§ WHAT YOU NEED TO DO:
Pull out every line of the listing below where "Alessandro" appears.
**** MATERIALS PROVIDED ****
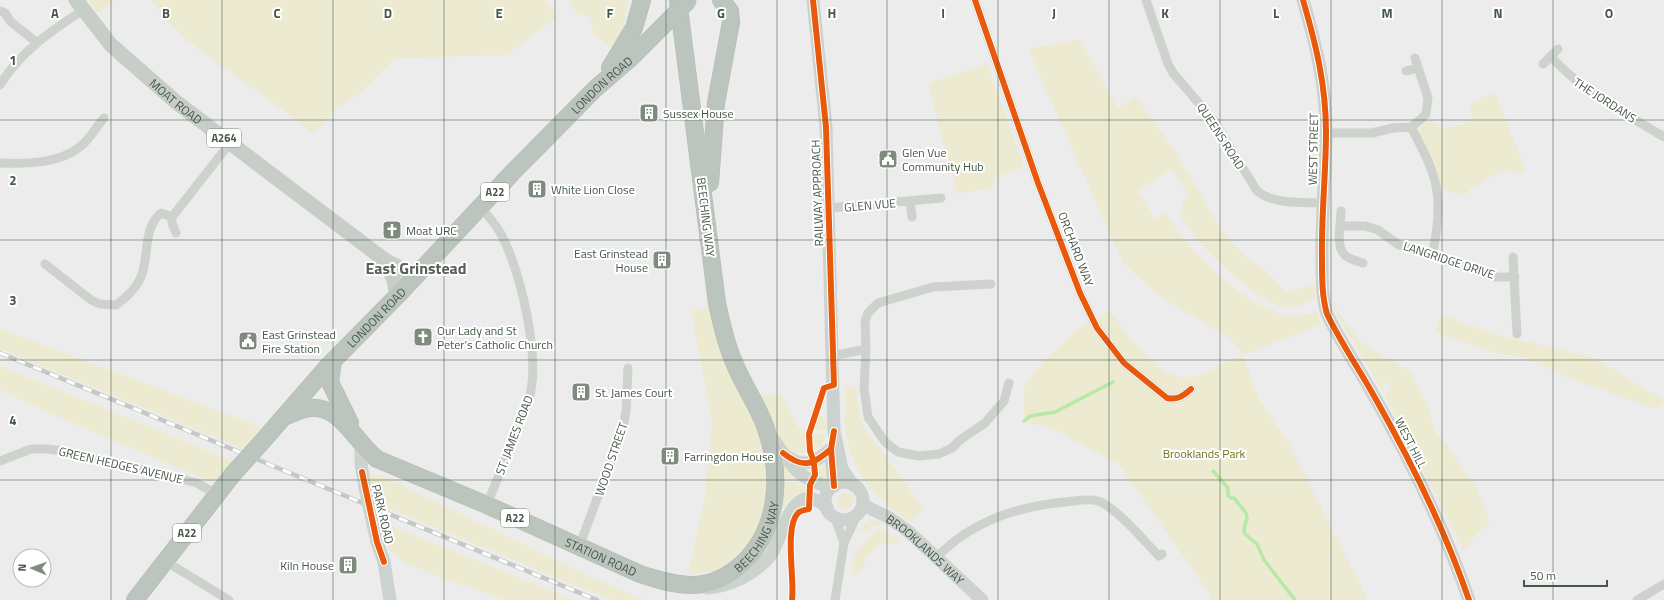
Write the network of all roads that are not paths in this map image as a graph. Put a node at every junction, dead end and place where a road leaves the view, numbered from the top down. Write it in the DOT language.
graph roads {
  1 [pos="642,0"];
  2 [pos="686,0"];
  3 [pos="721,0"];
  4 [pos="812,0"];
  5 [pos="975,0"];
  6 [pos="1146,0"];
  7 [pos="1303,0"];
  8 [pos="79,5"];
  9 [pos="733,7"];
  10 [pos="0,11"];
  11 [pos="36,42"];
  12 [pos="1558,49"];
  13 [pos="1550,57"];
  14 [pos="1416,58"];
  15 [pos="1543,64"];
  16 [pos="1418,68"];
  17 [pos="3,71"];
  18 [pos="1406,71"];
  19 [pos="0,85"];
  20 [pos="596,88"];
  21 [pos="104,118"];
  22 [pos="1411,127"];
  23 [pos="1326,133"];
  24 [pos="1664,137"];
  25 [pos="230,143"];
  26 [pos="0,163"];
  27 [pos="941,198"];
  28 [pos="910,201"];
  29 [pos="1322,203"];
  30 [pos="481,207"];
  31 [pos="829,208"];
  32 [pos="1341,211"];
  33 [pos="172,217"];
  34 [pos="912,217"];
  35 [pos="708,225"];
  36 [pos="1340,226"];
  37 [pos="176,232"];
  38 [pos="1432,255"];
  39 [pos="1514,257"];
  40 [pos="386,261"];
  41 [pos="1363,263"];
  42 [pos="45,264"];
  43 [pos="416,276"];
  44 [pos="1515,277"];
  45 [pos="991,284"];
  46 [pos="396,297"];
  47 [pos="1324,302"];
  48 [pos="1517,334"];
  49 [pos="866,349"];
  50 [pos="833,356"];
  51 [pos="333,361"];
  52 [pos="628,368"];
  53 [pos="1008,383"];
  54 [pos="1191,389"];
  55 [pos="286,416"];
  56 [pos="765,425"];
  57 [pos="834,431"];
  58 [pos="357,440"];
  59 [pos="831,449"];
  60 [pos="783,453"];
  61 [pos="0,462"];
  62 [pos="853,485"];
  63 [pos="833,486"];
  64 [pos="216,494"];
  65 [pos="487,505"];
  66 [pos="827,507"];
  67 [pos="860,510"];
  68 [pos="835,518"];
  69 [pos="844,543"];
  70 [pos="579,547"];
  71 [pos="1162,554"];
  72 [pos="936,558"];
  73 [pos="165,561"];
  74 [pos="1664,584"];
  75 [pos="684,586"];
  76 [pos="135,600"];
  77 [pos="229,600"];
  78 [pos="390,600"];
  79 [pos="834,600"];
  80 [pos="982,600"];
  81 [pos="1469,600"];
  82 [pos="1637,600"];
  1 -- 20 [label="highway, A22"];
  2 -- 20 [label="highway, LONDON ROAD / A22, bridge"];
  2 -- 35 [label="highway, BEECHING WAY / A22"];
  3 -- 9 [label="highway, A22"];
  4 -- 31 [label="street, RAILWAY APPROACH"];
  5 -- 54 [label="street, ORCHARD WAY"];
  6 -- 29 [label="street, QUEENS ROAD"];
  7 -- 23 [label="street, WEST STREET"];
  8 -- 11 [label="street"];
  8 -- 25 [label="main road, MOAT ROAD / A264"];
  9 -- 35 [label="highway, A22"];
  10 -- 11 [label="street"];
  11 -- 17 [label="street"];
  12 -- 13 [label="street"];
  13 -- 15 [label="street"];
  13 -- 24 [label="street, THE JORDANS"];
  14 -- 16 [label="street"];
  16 -- 18 [label="street"];
  16 -- 22 [label="street"];
  17 -- 19 [label="street"];
  20 -- 30 [label="highway, LONDON ROAD / A22"];
  21 -- 26 [label="street"];
  22 -- 23 [label="street"];
  22 -- 38 [label="street"];
  23 -- 29 [label="street, WEST STREET"];
  25 -- 33 [label="street"];
  25 -- 40 [label="main road, MOAT ROAD / A264"];
  27 -- 28 [label="street, GLEN VUE"];
  28 -- 31 [label="street, GLEN VUE"];
  28 -- 34 [label="street, GLEN VUE"];
  29 -- 47 [label="street, WEST STREET"];
  30 -- 43 [label="highway, LONDON ROAD / A22"];
  30 -- 65 [label="street, ST. JAMES ROAD"];
  31 -- 50 [label="street, RAILWAY APPROACH"];
  32 -- 36 [label="street"];
  33 -- 37 [label="street"];
  33 -- 42 [label="street"];
  35 -- 56 [label="highway, BEECHING WAY / A22"];
  36 -- 38 [label="street, LANGRIDGE DRIVE"];
  36 -- 41 [label="street"];
  38 -- 44 [label="street, LANGRIDGE DRIVE"];
  39 -- 44 [label="street"];
  40 -- 43 [label="main road, MOAT ROAD / A264"];
  40 -- 46 [label="main road"];
  43 -- 46 [label="highway, LONDON ROAD / A22"];
  44 -- 48 [label="street"];
  45 -- 49 [label="street"];
  46 -- 51 [label="highway, LONDON ROAD / A22"];
  47 -- 81 [label="street, WEST HILL"];
  49 -- 50 [label="street"];
  49 -- 53 [label="street"];
  50 -- 57 [label="street, RAILWAY APPROACH"];
  51 -- 55 [label="highway, LONDON ROAD / A22"];
  51 -- 58 [label="highway, STATION ROAD / A22"];
  52 -- 70 [label="street, WOOD STREET"];
  55 -- 58 [label="highway, STATION ROAD / A22"];
  55 -- 64 [label="highway, LONDON ROAD / A22, bridge"];
  56 -- 60 [label="street, BEECHING WAY"];
  56 -- 75 [label="highway, BEECHING WAY / A22"];
  57 -- 59 [label="street, RAILWAY APPROACH"];
  57 -- 62 [label="street, RAILWAY APPROACH"];
  58 -- 65 [label="highway, STATION ROAD / A22"];
  58 -- 78 [label="street, PARK ROAD, bridge"];
  59 -- 60 [label="street"];
  59 -- 63 [label="street, RAILWAY APPROACH"];
  60 -- 63 [label="street, BEECHING WAY"];
  61 -- 64 [label="street, GREEN HEDGES AVENUE"];
  62 -- 63 [label="street"];
  62 -- 67 [label="street"];
  63 -- 66 [label="street"];
  64 -- 73 [label="highway, LONDON ROAD / A22"];
  65 -- 70 [label="highway, STATION ROAD / A22"];
  66 -- 68 [label="street"];
  66 -- 75 [label="street, STATION ROAD"];
  67 -- 68 [label="street"];
  67 -- 69 [label="street"];
  67 -- 72 [label="street, BROOKLANDS WAY"];
  68 -- 69 [label="street"];
  69 -- 79 [label="street"];
  70 -- 75 [label="highway, STATION ROAD / A22"];
  71 -- 72 [label="street"];
  72 -- 80 [label="street, BROOKLANDS WAY"];
  73 -- 76 [label="highway, LONDON ROAD / A22"];
  73 -- 77 [label="street"];
  74 -- 82 [label="street"];
}
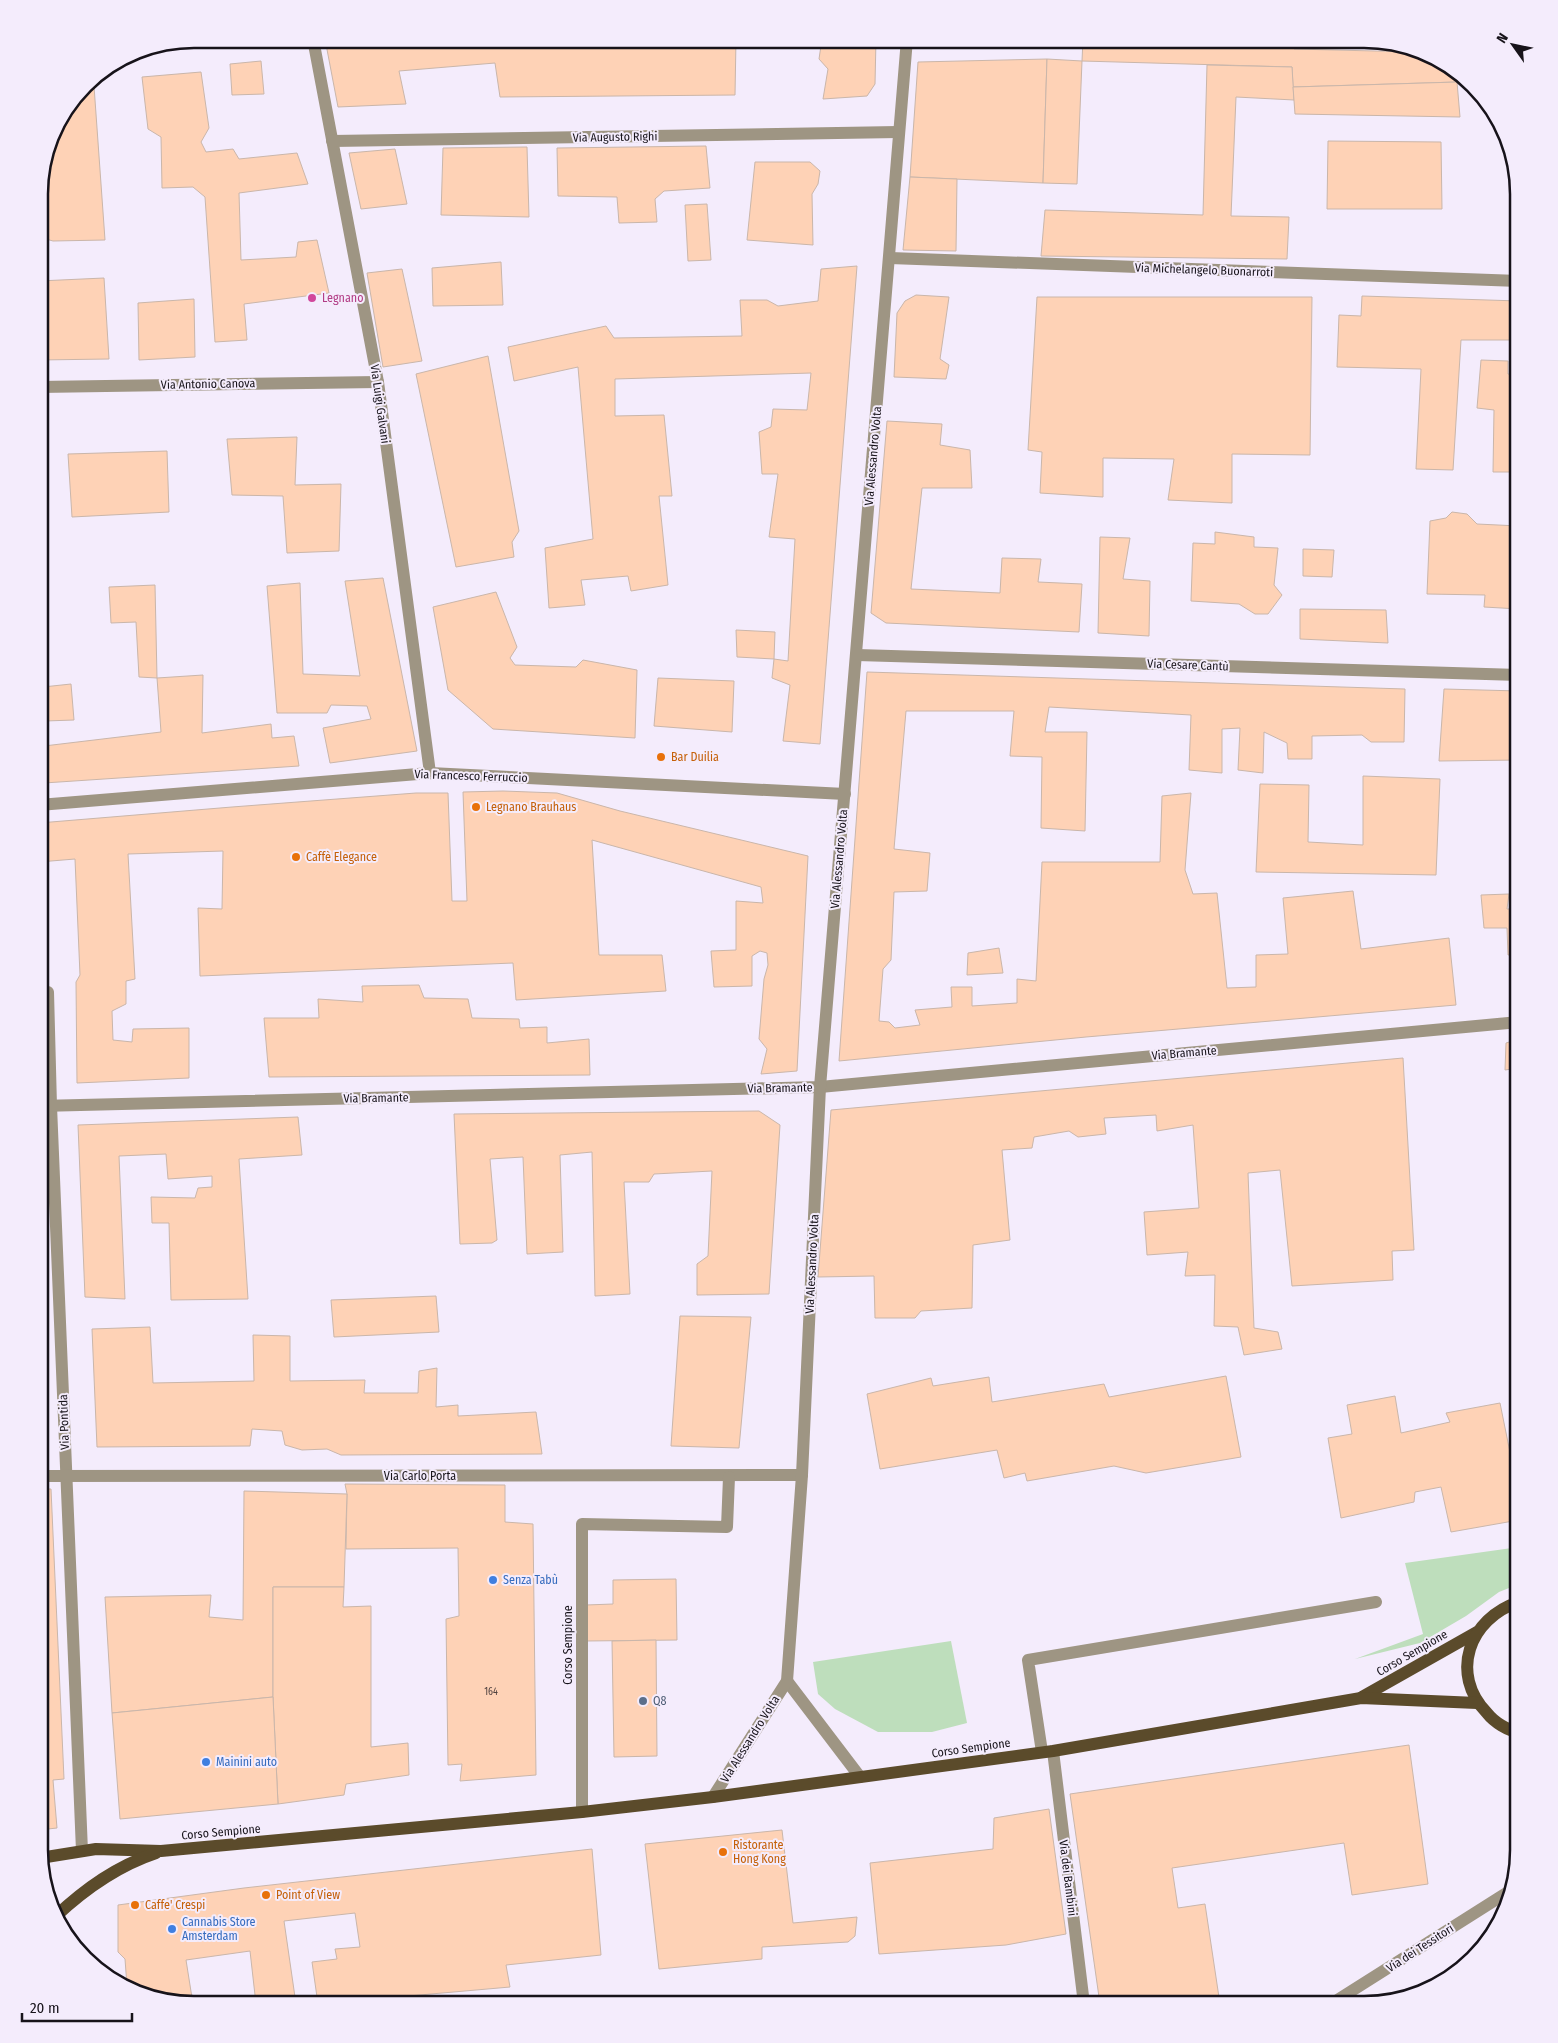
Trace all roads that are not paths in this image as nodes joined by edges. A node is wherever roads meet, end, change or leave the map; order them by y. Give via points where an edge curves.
1 (315, 47) edge
2 (906, 48) edge
3 (898, 132) junction
4 (332, 141) junction
5 (890, 258) junction
6 (1510, 281) edge
7 (378, 382) junction
8 (48, 387) edge
9 (857, 655) junction
10 (1510, 674) edge
11 (430, 773) junction
12 (845, 794) junction
13 (48, 804) edge
14 (1510, 1023) edge
15 (820, 1087) junction
16 (48, 1106) edge
17 (48, 1156) edge
18 (802, 1475) junction
19 (48, 1476) edge
20 (67, 1476) junction
21 (729, 1477) junction
22 (1376, 1602) dead end
23 (1510, 1606) edge
24 (1477, 1632) junction
25 (787, 1681) junction
26 (1361, 1698) junction
27 (1477, 1703) junction
28 (1510, 1728) edge
29 (1047, 1752) junction
30 (860, 1777) junction
31 (714, 1797) junction
32 (582, 1812) junction
33 (82, 1851) junction
34 (161, 1851) junction
35 (48, 1857) edge
36 (1503, 1895) edge
37 (62, 1911) edge
38 (1083, 1996) edge
39 (1345, 1996) edge

1 - 4 street, Via Luigi Galvani
2 - 3 street, Via Alessandro Volta
3 - 4 street, Via Augusto Righi
3 - 5 street, Via Alessandro Volta
4 - 7 street, Via Luigi Galvani
5 - 6 street, Via Michelangelo Buonarroti
5 - 9 street, Via Alessandro Volta
7 - 8 street, Via Antonio Canova
7 - 11 street, Via Luigi Galvani
9 - 10 street, Via Cesare Cantù
9 - 12 street, Via Alessandro Volta
11 - 12 street, Via Francesco Ferruccio
11 - 13 street, Via Francesco Ferruccio
12 - 15 street, Via Alessandro Volta
14 - 15 street, Via Bramante
15 - 16 street, Via Bramante
15 - 18 street, Via Alessandro Volta
17 - 20 street, Via Pontida
18 - 21 street, Via Carlo Porta
18 - 25 street, Via Alessandro Volta
19 - 20 street, Via Carlo Porta
20 - 21 street, Via Carlo Porta
20 - 33 street, Via Pontida
21 - 32 street, Corso Sempione via 727,1527 582,1524
22 - 29 street, Via dei Bambini via 1028,1660
23 - 24 main road, Corso Sempione via 1494,1613
24 - 26 main road, Corso Sempione
24 - 27 main road, Corso Sempione via 1468,1654 1468,1683
25 - 30 street, Via Alessandro Volta
25 - 31 street, Via Alessandro Volta
26 - 27 main road, Corso Sempione
26 - 29 main road, Corso Sempione
27 - 28 main road, Corso Sempione via 1493,1721
29 - 30 main road, Corso Sempione
29 - 38 street, Via dei Bambini
30 - 31 main road, Corso Sempione
31 - 32 main road, Corso Sempione
32 - 34 main road, Corso Sempione
33 - 34 main road, Corso Sempione via 131,1848
33 - 35 main road, Corso Sempione
34 - 37 main road, Corso Sempione via 111,1872
36 - 39 street, Via dei Tessitori

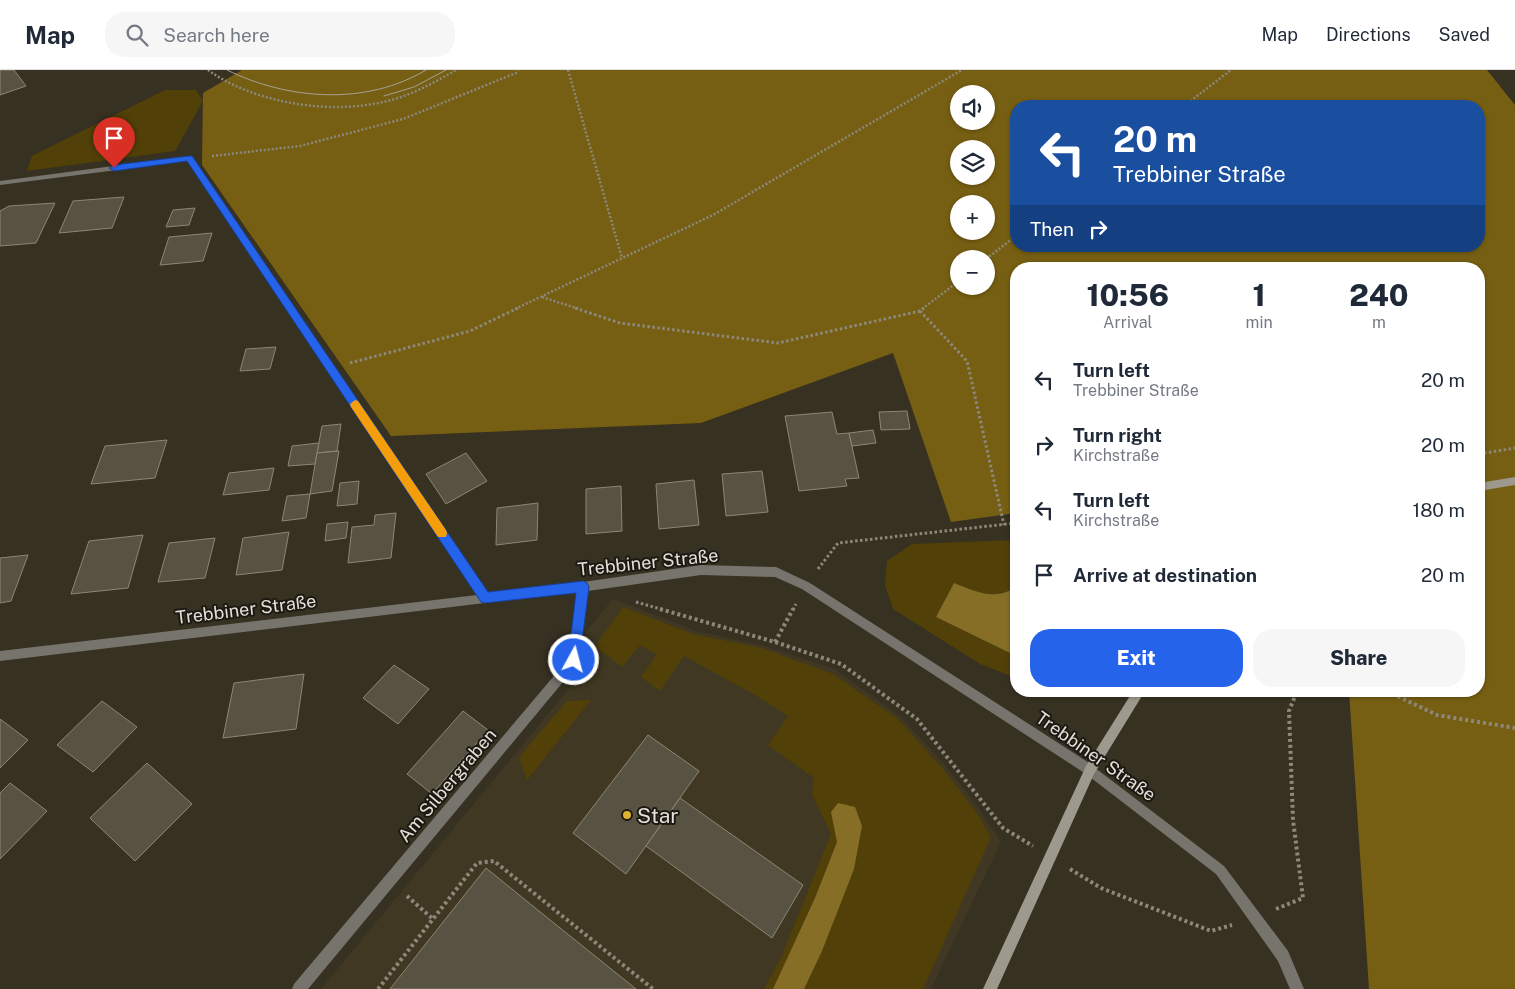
****
§ WRITTEN RESPONSE:
2 - 3 street, Via Alessandro Volta
3 - 5 street, Via Alessandro Volta
5 - 9 street, Via Alessandro Volta
9 - 12 street, Via Alessandro Volta
12 - 15 street, Via Alessandro Volta
15 - 18 street, Via Alessandro Volta
18 - 25 street, Via Alessandro Volta
25 - 30 street, Via Alessandro Volta
25 - 31 street, Via Alessandro Volta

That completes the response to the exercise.